Large subthread debates whether hash tables are really O(1):
- One side argues that in pure big‑O, as keyspace and table grow, hashing and comparisons require O(log n) work (word size, key length), so hash tables and trees both pick up extra log factors.
- Others counter that big‑O is always relative to an assumed cost model (word‑RAM, hashing oracle, external memory, etc.), and in that standard model, “one hash + one memory access” is taken as O(1).
Related discussion on how these abstract models ignore cache hierarchies and memory latency, so asymptotics alone don’t predict real performance.

Practical impact and implementations

Several note that typical production hash tables resize well before they get “almost full” (e.g., 75–87.5% load), making worst‑case chains short; over‑allocating is often simpler and faster.
Concern that the new structures may have poor locality and large constants, making them “galactic” algorithms: asymptotically better but slower for all realistic sizes.
Others point out niche value: nearly-full, non‑resizable tables or memory‑constrained settings (databases, large in‑memory indexes).
Links are shared to early PoC implementations of funnel/elastic hashing and to other high‑performance tables (Swiss tables, Robin Hood, bucketed designs) for comparison; some skepticism that uniform‑probing tables like in the paper are actually used in production.

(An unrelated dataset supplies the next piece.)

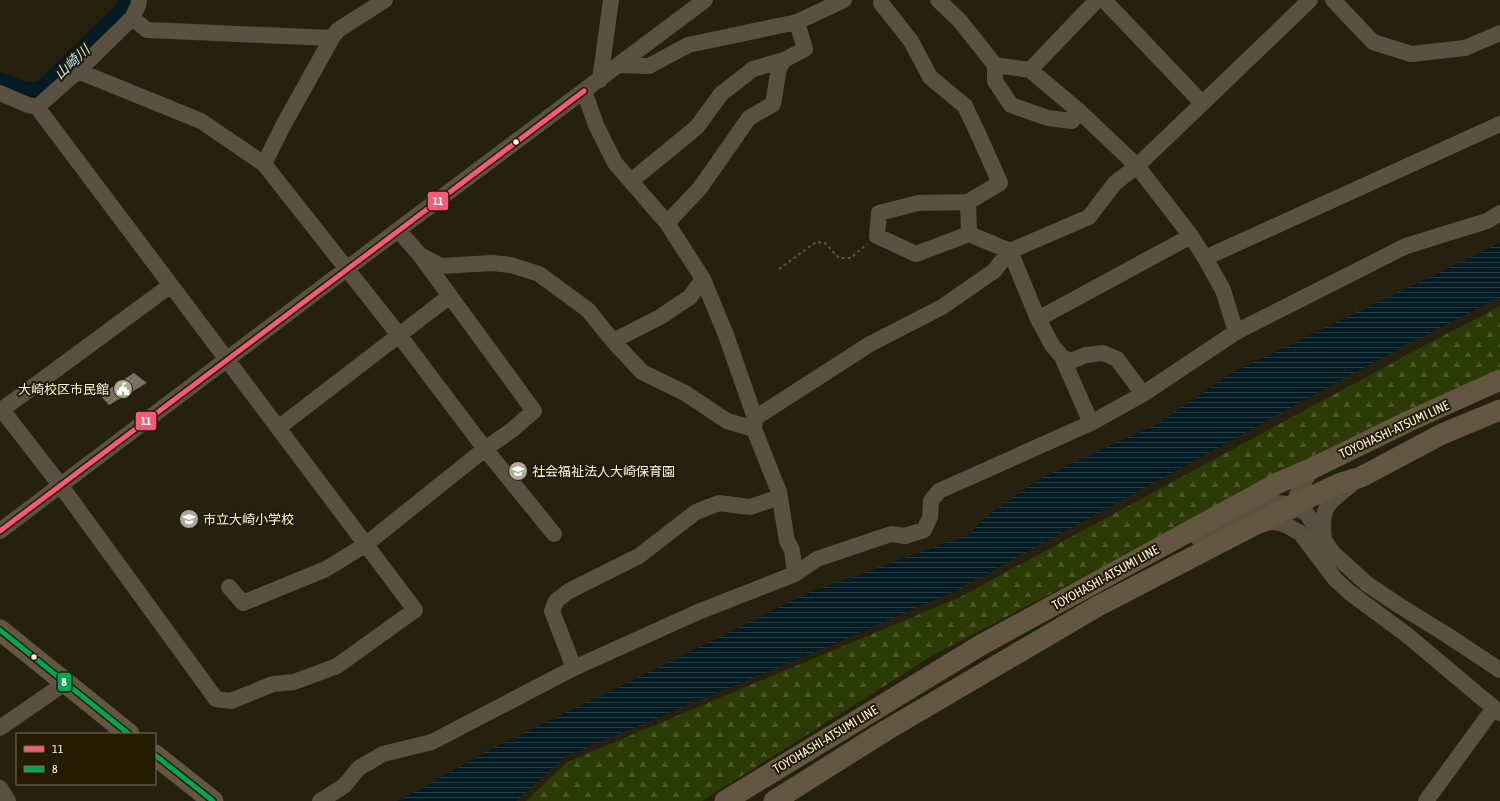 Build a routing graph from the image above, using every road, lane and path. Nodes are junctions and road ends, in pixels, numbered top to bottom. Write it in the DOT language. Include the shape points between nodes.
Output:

Article presentation and terminology

Multiple readers complain Quanta’s piece is heavy on human‑interest and light on the actual mechanism, with no real pseudocode, benchmarks, or clarity on when it helps.
Some object to calling this “data science” rather than theoretical computer science/data structures, speculating the term came from misreading arXiv’s cs.DS tag or editorial trendiness.
Others defend the profile style as celebrating a notable undergraduate result and inspiring students.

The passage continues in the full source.